Excerpted records Block Start

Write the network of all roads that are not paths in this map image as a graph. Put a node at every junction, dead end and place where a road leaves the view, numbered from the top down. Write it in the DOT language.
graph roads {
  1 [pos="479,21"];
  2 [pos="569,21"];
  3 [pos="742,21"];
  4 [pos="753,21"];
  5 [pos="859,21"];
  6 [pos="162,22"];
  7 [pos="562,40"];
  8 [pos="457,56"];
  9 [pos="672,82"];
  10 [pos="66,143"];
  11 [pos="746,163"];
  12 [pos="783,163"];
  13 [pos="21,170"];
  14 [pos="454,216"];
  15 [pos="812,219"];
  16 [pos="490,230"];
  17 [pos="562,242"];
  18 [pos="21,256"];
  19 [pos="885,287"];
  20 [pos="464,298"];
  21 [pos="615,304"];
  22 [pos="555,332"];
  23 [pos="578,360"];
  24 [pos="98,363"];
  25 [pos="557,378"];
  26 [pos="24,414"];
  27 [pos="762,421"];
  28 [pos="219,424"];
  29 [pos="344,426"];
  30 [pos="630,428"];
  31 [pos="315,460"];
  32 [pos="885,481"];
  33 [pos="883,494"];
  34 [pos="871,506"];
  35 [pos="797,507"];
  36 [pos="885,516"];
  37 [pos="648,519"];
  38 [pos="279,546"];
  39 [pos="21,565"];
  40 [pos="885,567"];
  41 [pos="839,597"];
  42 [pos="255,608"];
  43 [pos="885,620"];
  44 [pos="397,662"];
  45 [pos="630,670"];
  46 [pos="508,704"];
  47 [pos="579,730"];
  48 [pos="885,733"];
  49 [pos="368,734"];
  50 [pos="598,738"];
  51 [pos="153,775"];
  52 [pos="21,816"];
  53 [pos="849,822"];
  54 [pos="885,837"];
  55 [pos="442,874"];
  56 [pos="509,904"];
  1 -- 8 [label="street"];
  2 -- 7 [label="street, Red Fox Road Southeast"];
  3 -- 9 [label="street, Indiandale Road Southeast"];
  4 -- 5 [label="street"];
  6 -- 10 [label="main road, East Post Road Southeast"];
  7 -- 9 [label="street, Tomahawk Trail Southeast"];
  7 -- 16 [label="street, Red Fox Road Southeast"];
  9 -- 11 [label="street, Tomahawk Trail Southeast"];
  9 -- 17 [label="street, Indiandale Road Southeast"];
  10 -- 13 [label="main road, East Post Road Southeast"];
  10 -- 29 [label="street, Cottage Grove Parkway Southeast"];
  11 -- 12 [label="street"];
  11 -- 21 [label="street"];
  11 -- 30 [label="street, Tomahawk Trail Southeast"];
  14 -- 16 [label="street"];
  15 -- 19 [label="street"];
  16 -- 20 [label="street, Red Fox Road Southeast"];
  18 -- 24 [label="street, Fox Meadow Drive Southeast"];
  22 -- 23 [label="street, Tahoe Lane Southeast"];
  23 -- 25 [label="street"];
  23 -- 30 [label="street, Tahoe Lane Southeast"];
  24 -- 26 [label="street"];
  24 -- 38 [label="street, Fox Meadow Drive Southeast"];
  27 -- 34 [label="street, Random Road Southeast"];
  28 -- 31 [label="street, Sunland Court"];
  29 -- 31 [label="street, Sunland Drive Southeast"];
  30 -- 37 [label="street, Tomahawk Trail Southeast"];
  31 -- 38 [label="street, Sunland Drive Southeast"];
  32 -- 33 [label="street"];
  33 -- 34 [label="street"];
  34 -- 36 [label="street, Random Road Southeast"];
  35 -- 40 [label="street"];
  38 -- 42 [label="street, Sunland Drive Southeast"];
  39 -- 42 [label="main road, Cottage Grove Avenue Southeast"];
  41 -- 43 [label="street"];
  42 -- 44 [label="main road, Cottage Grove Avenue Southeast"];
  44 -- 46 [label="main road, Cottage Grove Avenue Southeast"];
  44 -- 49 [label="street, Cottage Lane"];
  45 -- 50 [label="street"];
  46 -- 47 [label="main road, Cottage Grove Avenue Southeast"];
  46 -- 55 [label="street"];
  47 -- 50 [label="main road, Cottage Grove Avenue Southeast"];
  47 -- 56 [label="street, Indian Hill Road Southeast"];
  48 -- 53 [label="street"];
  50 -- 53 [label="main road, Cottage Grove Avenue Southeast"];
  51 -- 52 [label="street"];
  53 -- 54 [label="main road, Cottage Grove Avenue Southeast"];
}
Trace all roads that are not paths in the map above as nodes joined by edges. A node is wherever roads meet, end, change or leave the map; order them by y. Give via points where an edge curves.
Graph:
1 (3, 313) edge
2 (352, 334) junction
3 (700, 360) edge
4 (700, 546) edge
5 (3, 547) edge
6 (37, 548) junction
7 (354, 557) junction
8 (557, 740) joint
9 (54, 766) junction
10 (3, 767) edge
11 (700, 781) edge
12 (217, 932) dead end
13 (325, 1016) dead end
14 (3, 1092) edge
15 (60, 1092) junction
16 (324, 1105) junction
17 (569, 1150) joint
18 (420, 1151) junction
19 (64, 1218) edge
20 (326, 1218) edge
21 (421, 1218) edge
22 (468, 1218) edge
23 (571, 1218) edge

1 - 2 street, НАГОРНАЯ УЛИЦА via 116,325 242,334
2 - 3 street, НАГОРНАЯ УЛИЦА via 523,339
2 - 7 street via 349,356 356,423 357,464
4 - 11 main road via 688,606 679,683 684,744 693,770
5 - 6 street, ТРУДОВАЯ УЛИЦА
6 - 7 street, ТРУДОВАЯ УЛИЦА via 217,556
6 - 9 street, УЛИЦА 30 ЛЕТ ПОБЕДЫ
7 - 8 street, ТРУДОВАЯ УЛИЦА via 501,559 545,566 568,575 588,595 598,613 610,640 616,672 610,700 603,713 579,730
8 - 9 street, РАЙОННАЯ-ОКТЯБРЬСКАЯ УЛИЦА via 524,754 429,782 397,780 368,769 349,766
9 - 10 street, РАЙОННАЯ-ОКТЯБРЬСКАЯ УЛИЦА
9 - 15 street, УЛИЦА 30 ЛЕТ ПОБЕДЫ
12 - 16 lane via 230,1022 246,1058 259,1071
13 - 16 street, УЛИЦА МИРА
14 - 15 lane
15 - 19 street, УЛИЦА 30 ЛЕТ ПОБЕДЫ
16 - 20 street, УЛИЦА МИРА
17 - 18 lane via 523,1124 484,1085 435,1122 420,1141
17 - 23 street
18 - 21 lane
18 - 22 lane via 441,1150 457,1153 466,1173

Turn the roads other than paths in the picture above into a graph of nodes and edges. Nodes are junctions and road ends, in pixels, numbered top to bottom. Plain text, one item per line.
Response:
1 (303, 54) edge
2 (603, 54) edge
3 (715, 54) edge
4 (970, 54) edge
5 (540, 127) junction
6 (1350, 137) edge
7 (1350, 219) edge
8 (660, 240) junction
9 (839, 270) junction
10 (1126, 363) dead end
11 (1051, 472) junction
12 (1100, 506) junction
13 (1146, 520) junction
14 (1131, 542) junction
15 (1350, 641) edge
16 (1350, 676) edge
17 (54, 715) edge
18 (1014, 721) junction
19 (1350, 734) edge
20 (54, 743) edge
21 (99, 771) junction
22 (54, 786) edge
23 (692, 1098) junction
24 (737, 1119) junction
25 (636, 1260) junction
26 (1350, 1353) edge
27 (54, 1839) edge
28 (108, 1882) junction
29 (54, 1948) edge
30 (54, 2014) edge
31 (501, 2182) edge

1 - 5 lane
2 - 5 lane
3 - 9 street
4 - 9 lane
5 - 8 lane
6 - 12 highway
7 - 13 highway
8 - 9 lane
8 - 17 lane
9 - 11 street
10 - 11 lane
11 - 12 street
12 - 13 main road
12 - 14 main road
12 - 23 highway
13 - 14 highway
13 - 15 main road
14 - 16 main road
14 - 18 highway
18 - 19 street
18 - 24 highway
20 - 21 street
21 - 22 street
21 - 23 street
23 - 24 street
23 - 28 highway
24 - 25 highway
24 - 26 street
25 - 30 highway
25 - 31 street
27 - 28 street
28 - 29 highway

Excerpted records Block End

■ About this exercise ■
List all lines from the entries that include the word "НАГОРНАЯ".

■ Result of this exercise ■
1 - 2 street, НАГОРНАЯ УЛИЦА via 116,325 242,334
2 - 3 street, НАГОРНАЯ УЛИЦА via 523,339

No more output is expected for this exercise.